Function documentation

Containers::Triple<char32_t, std::size_t, std::size_t> Corrade::Utility::Unicode::currentChar(Containers::StringView text, std::size_t cursor) new in Git master

Current UTF-8 character.

Returns a Unicode codepoint of a character at cursor, position of where it starts, i.e. either the same position or up to three bytes before, and position of where it ends, i.e. always one or four bytes after. Expects that cursor is less than text size. If the character is invalid, returns 0xffffffffu as the codepoint and position of the same and next byte, it's then up to the caller whether it gets treated as a fatal error or if the invalid character is simply skipped or replaced.

Containers::Pair<char32_t, std::size_t> Corrade::Utility::Unicode::nextChar(Containers::StringView text, std::size_t cursor)

Next UTF-8 character.

Returns a Unicode codepoint of a character at cursor and position of the following character. Expects that cursor is less than text size. If the character is invalid, returns 0xffffffffu as the codepoint and position of the next byte, it's then up to the caller whether it gets treated as a fatal error or if the invalid character is simply skipped or replaced. If cursor might point inside a UTF-8 character encoding, you can use currentChar() to retrieve its codepoint and position of the next character.

Containers::Pair<char32_t, std::size_t> Corrade::Utility::Unicode::prevChar(Containers::StringView text, std::size_t cursor)

Previous UTF-8 character.

Returns a Unicode codepoint of a character before cursor and its position. Expects that cursor is greater than 0 and less than or equal to text size. If the character is invalid, returns 0xffffffffu as the codepoint and position of the previous byte, it's then up to the caller whether it gets treated as a fatal error or if the invalid character is simply skipped or replaced. If cursor might point inside a UTF-8 character encoding, you can use currentChar() to retrieve its codepoint and starting position.

Containers::Optional<Containers::Array<char32_t>> Corrade::Utility::Unicode::utf32(Containers::StringView text)

Convert a UTF-8 string to UTF-32.

If an error occurs, returns Containers::NullOpt. Iterate over the string with nextChar() instead if you need custom handling for invalid characters.

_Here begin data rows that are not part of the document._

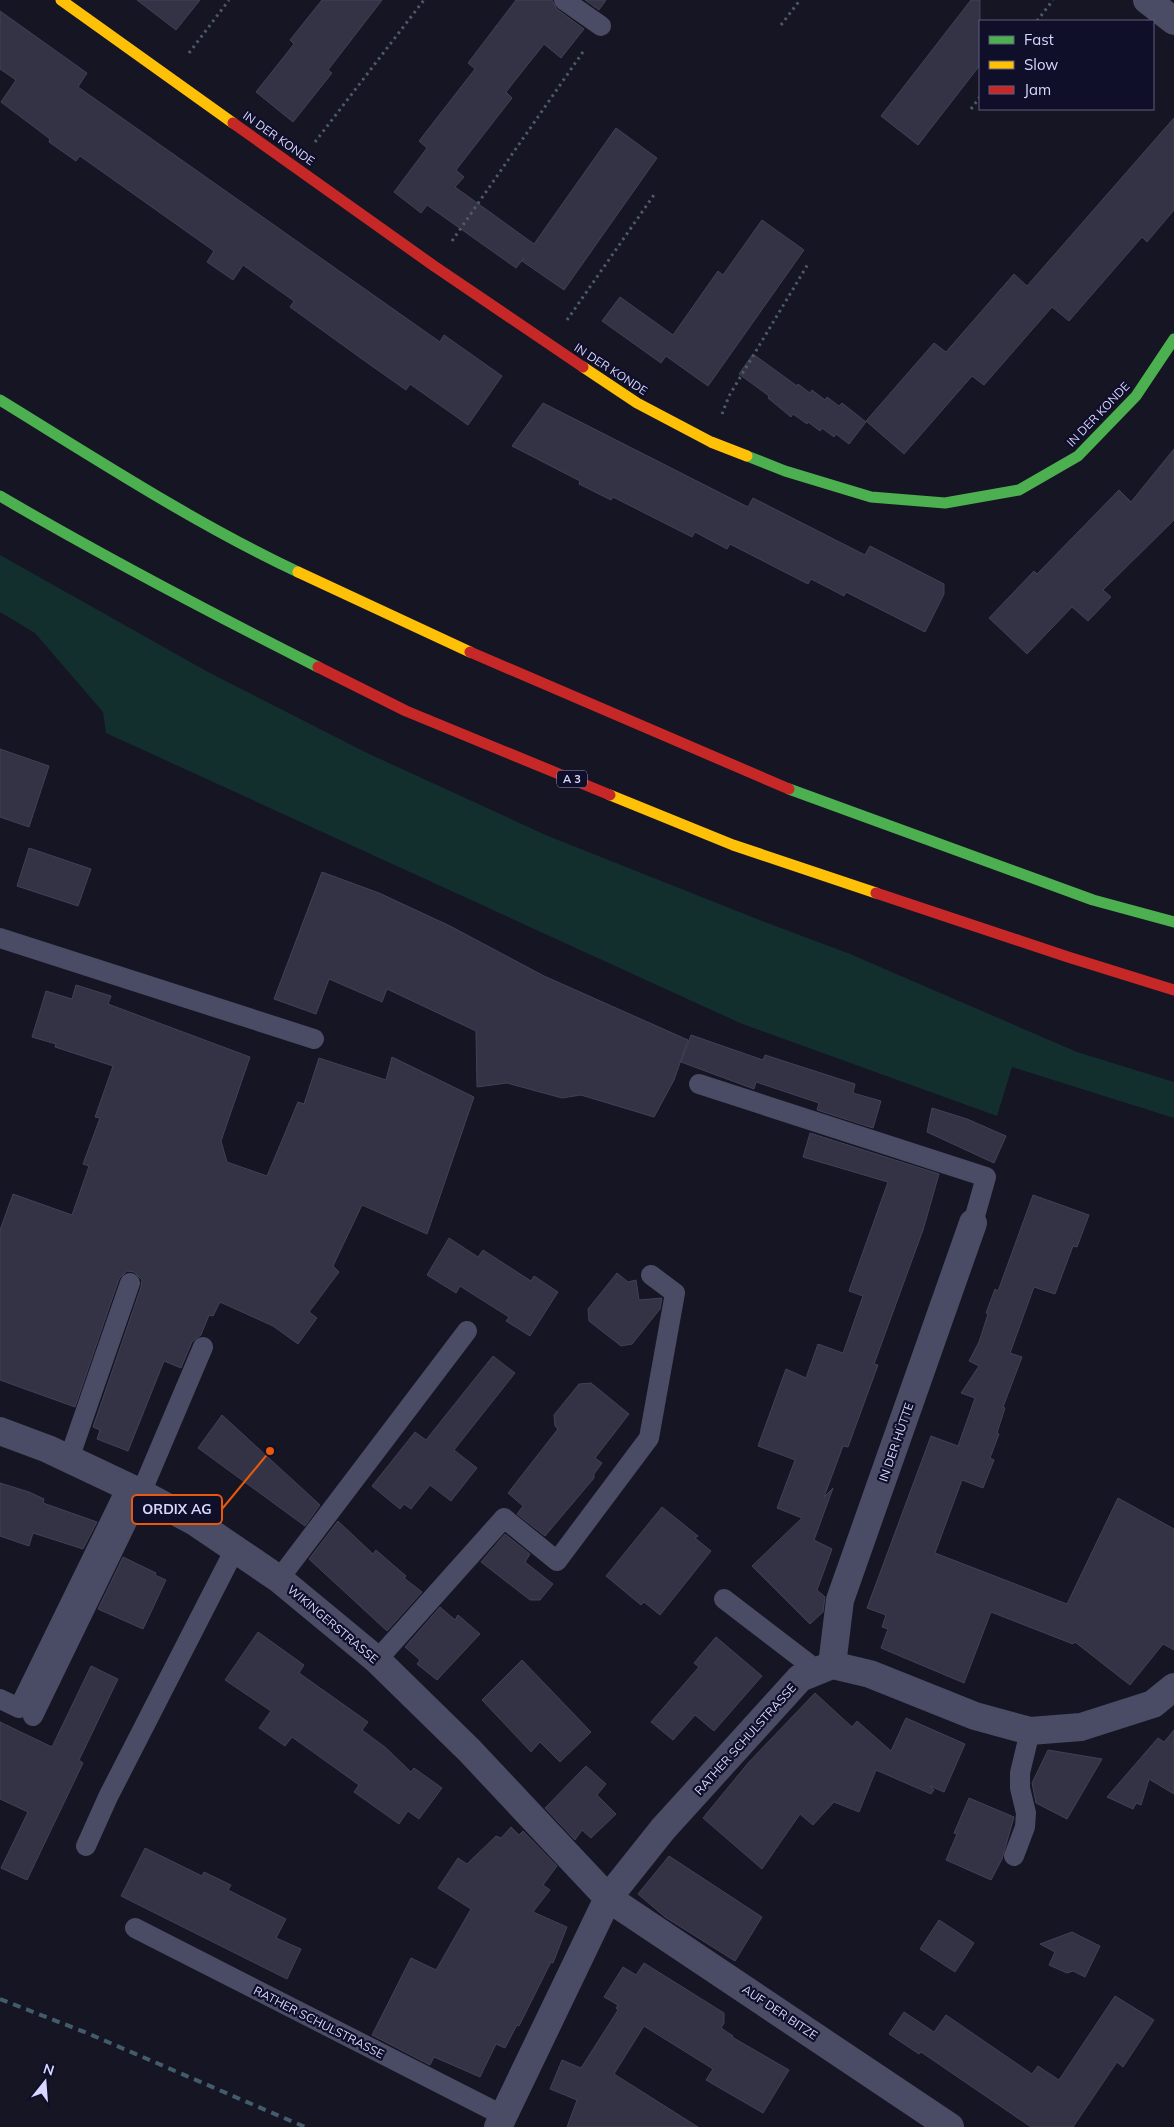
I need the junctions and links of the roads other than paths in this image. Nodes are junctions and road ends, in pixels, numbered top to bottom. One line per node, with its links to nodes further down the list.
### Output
1 (61, 0): 6 (main road, IN DER KONDE)
2 (564, 0): 5 (lane)
3 (1147, 0): 4 (street)
4 (1174, 21)
5 (601, 26)
6 (1174, 339)
7 (0, 400): 9 (main road)
8 (0, 496): 11 (main road, A 3)
9 (1174, 922)
10 (0, 938): 12 (lane)
11 (1174, 990)
12 (314, 1039)
13 (699, 1084): 14 (lane)
14 (973, 1223): 26 (street, IN DER HÜTTE)
15 (652, 1275): 25 (lane)
16 (130, 1282): 20 (lane)
17 (466, 1331): 23 (lane)
18 (203, 1347): 21 (lane)
19 (0, 1431): 20 (street, WIKINGERSTRASSE)
20 (69, 1459): 21 (street, WIKINGERSTRASSE)
21 (134, 1490): 22 (street, WIKINGERSTRASSE); 28 (lane); 29 (lane)
22 (235, 1549): 23 (street, WIKINGERSTRASSE); 31 (lane)
23 (279, 1578): 25 (street, WIKINGERSTRASSE)
24 (724, 1599): 26 (lane)
25 (377, 1660): 33 (street, WIKINGERSTRASSE)
26 (825, 1668): 30 (street); 33 (street, RATHER SCHULSTRASSE)
27 (1174, 1687): 30 (street)
28 (0, 1699)
29 (33, 1716)
30 (1030, 1731): 32 (lane)
31 (86, 1846)
32 (1014, 1856)
33 (608, 1898): 35 (street, RATHER SCHULSTRASSE); 36 (street, AUF DER BITZE)
34 (135, 1928): 35 (lane, RATHER SCHULSTRASSE)
35 (501, 2121)
36 (950, 2127)

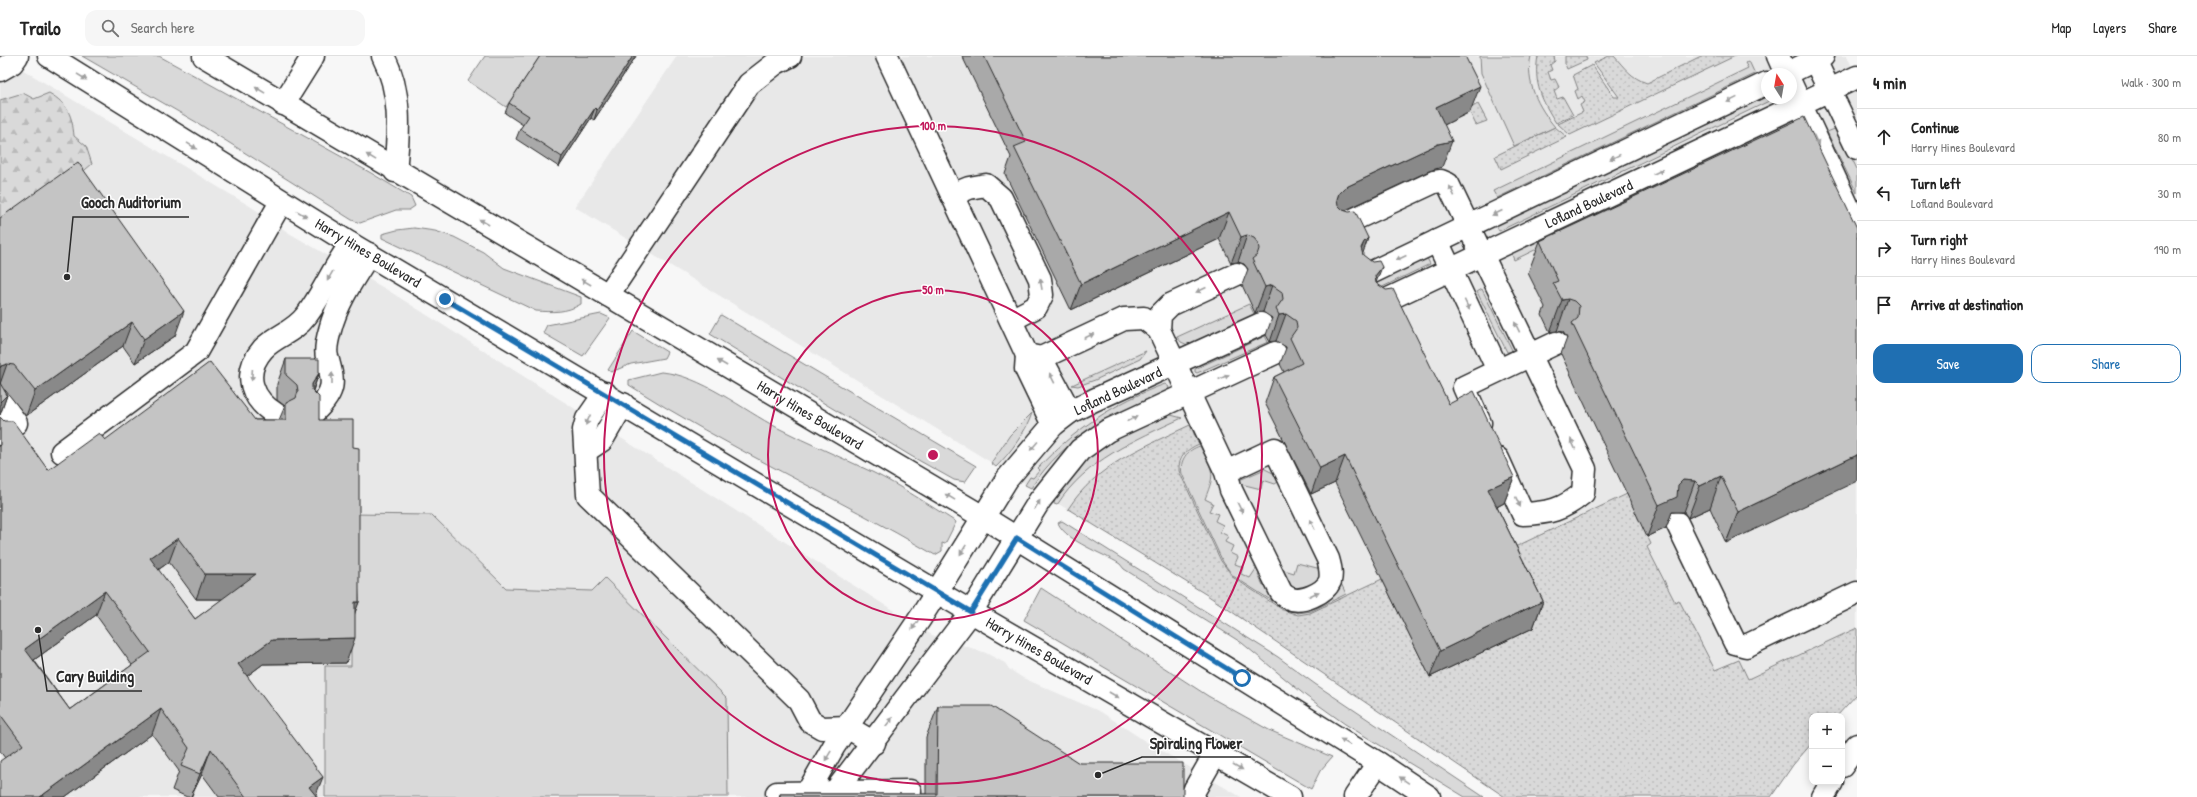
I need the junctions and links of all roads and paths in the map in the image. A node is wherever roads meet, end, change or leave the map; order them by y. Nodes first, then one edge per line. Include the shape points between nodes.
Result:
1 (17, 56) edge
2 (49, 56) edge
3 (204, 56) edge
4 (313, 56) edge
5 (383, 56) edge
6 (790, 56) edge
7 (887, 56) edge
8 (1778, 56) edge
9 (1817, 57) edge
10 (1783, 68) edge
11 (1797, 68) edge
12 (0, 70) edge
13 (1857, 76) edge
14 (1761, 86) edge
15 (1830, 91) junction
16 (1797, 98) edge
17 (284, 104) junction
18 (1800, 105) junction
19 (1857, 148) edge
20 (396, 171) junction
21 (952, 195) junction
22 (281, 202) junction
23 (1856, 219) edge
24 (1340, 226) edge
25 (1469, 226) junction
26 (1437, 241) junction
27 (360, 249) junction
28 (1483, 254) junction
29 (1450, 270) junction
30 (1237, 274) dead end
31 (1364, 276) edge
32 (608, 295) junction
33 (1378, 304) edge
34 (1011, 320) junction
35 (1261, 324) dead end
36 (1159, 330) junction
37 (1556, 344) dead end
38 (1275, 353) dead end
39 (1531, 355) junction
40 (1034, 357) junction
41 (1175, 364) junction
42 (1498, 370) junction
43 (1189, 393) junction
44 (614, 398) junction
45 (0, 401) edge
46 (315, 411) edge
47 (277, 415) dead end
48 (1062, 419) junction
49 (0, 434) edge
50 (62, 452) dead end
51 (1226, 472) junction
52 (983, 517) junction
53 (1677, 523) edge
54 (1017, 538) junction
55 (937, 592) junction
56 (1857, 593) edge
57 (971, 612) junction
58 (847, 727) junction
59 (874, 743) junction
60 (1857, 745) edge
61 (1215, 754) junction
62 (1845, 762) edge
63 (1378, 763) junction
64 (1830, 785) edge
65 (910, 791) dead end
66 (777, 793) dead end
67 (805, 795) edge
68 (832, 795) edge
69 (1192, 797) edge
70 (1290, 797) edge
71 (1355, 797) edge
72 (1429, 797) edge
73 (1823, 797) edge

1 - 12 main road via 12,63
2 -> 22 main road, Harry Hines Boulevard
17 -> 3 main road, Harry Hines Boulevard
4 - 17 main road
5 - 20 main road via 388,65 397,100 399,130
6 - 32 main road via 776,63 750,84
7 - 21 main road
8 - 10 main road
9 - 11 main road
9 - 15 main road
13 - 15 main road, Lofland Boulevard
14 -> 25 main road, Lofland Boulevard
15 - 18 main road, Lofland Boulevard
15 - 19 main road
16 - 18 main road
20 -> 17 main road, Harry Hines Boulevard
18 -> 23 main road
28 -> 18 main road, Lofland Boulevard
32 -> 20 main road, Harry Hines Boulevard
21 - 34 main road
34 -> 21 main road via 1036,307 1042,295 1040,279 1001,198 986,185
22 -> 27 main road, Harry Hines Boulevard
22 - 50 main road via 196,352
25 -> 24 main road via 1448,184 1441,181
25 - 26 main road, Lofland Boulevard
25 - 28 main road
26 - 29 main road
26 -> 31 main road, Lofland Boulevard
27 - 44 main road, Harry Hines Boulevard
46 -> 27 main road via 325,402 331,390 333,377 326,356 330,331
27 -> 47 main road via 338,261 306,316 294,330 264,348 256,360 252,372 252,386 261,403
28 - 29 main road, Lofland Boulevard
39 -> 28 main road
29 - 33 main road, Lofland Boulevard
29 -> 42 main road
30 -> 36 main road via 1170,305 1160,316
52 -> 32 main road, Harry Hines Boulevard
34 - 40 main road
35 - 41 main road, Lofland Boulevard
40 -> 36 main road via 1124,319 1144,318
36 - 41 main road
37 - 39 main road
43 -> 38 main road, Lofland Boulevard
39 - 42 main road
42 -> 39 main road via 1464,387 1523,514 1552,512 1583,493 1585,470
40 - 48 main road
41 - 43 main road
41 - 48 main road, Lofland Boulevard via 1094,400
43 - 51 main road
54 -> 43 main road, Lofland Boulevard via 1040,500 1080,450 1107,431
44 - 55 main road, Harry Hines Boulevard
44 - 58 main road via 587,419 584,430 588,495 799,700 810,721 822,728
45 - 49 main road via 16,423
48 -> 52 main road, Lofland Boulevard via 1014,471
51 -> 51 main road via 1231,490 1281,592 1289,598 1298,600 1325,589 1331,574 1328,559 1275,449
52 - 54 main road, Harry Hines Boulevard
52 -> 55 main road, Lofland Boulevard
53 - 56 main road via 1735,643 1746,646
54 - 57 main road, Lofland Boulevard
63 -> 54 main road, Harry Hines Boulevard
55 - 57 main road, Harry Hines Boulevard
55 -> 58 main road, Lofland Boulevard
59 -> 57 main road, Lofland Boulevard
57 -> 61 main road, Harry Hines Boulevard
58 - 59 main road
58 -> 67 main road, Lofland Boulevard
59 - 68 main road, Lofland Boulevard
60 - 62 main road
61 - 69 main road via 1194,789
61 -> 70 main road, Harry Hines Boulevard
63 - 71 main road
72 -> 63 main road, Harry Hines Boulevard
64 - 73 main road
65 - 68 main road
66 - 67 main road
67 - 68 main road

std::size_t Corrade::Utility::Unicode::utf8(char32_t character, Containers::ArrayView4<char> result)

Convert a UTF-32 character to UTF-8.

Parameters
character in UTF-32 character to convert
result out Where to put the UTF-8 result

Returns length of the encoding (1, 2, 3 or 4). If character is outside of the UTF-32 range, returns 0.

Containers::Array<wchar_t> Corrade::Utility::Unicode::widen(Containers::StringView text)

Widen a UTF-8 string for use with Windows Unicode APIs.

Converts a UTF-8 string to a wide-string (UTF-16) representation. The primary purpose of this API is easy interaction with Windows Unicode APIs, thus the function doesn't return char16_t but rather a wchar_t. If the text is not empty, the returned array contains a sentinel null terminator (i.e., not counted into its size).

Containers::String Corrade::Utility::Unicode::narrow(Containers::ArrayView<const wchar_t> text)

Narrow a string to UTF-8 for use with Windows Unicode APIs.

Converts a wide-string (UTF-16) to a UTF-8 representation. The primary purpose is easy interaction with Windows Unicode APIs, thus the function doesn't take char16_t but rather a wchar_t.

Containers::String Corrade::Utility::Unicode::narrow(const wchar_t* text)

This is an overloaded member function, provided for convenience. It differs from the above function only in what argument(s) it accepts. Expects that text is null-terminated.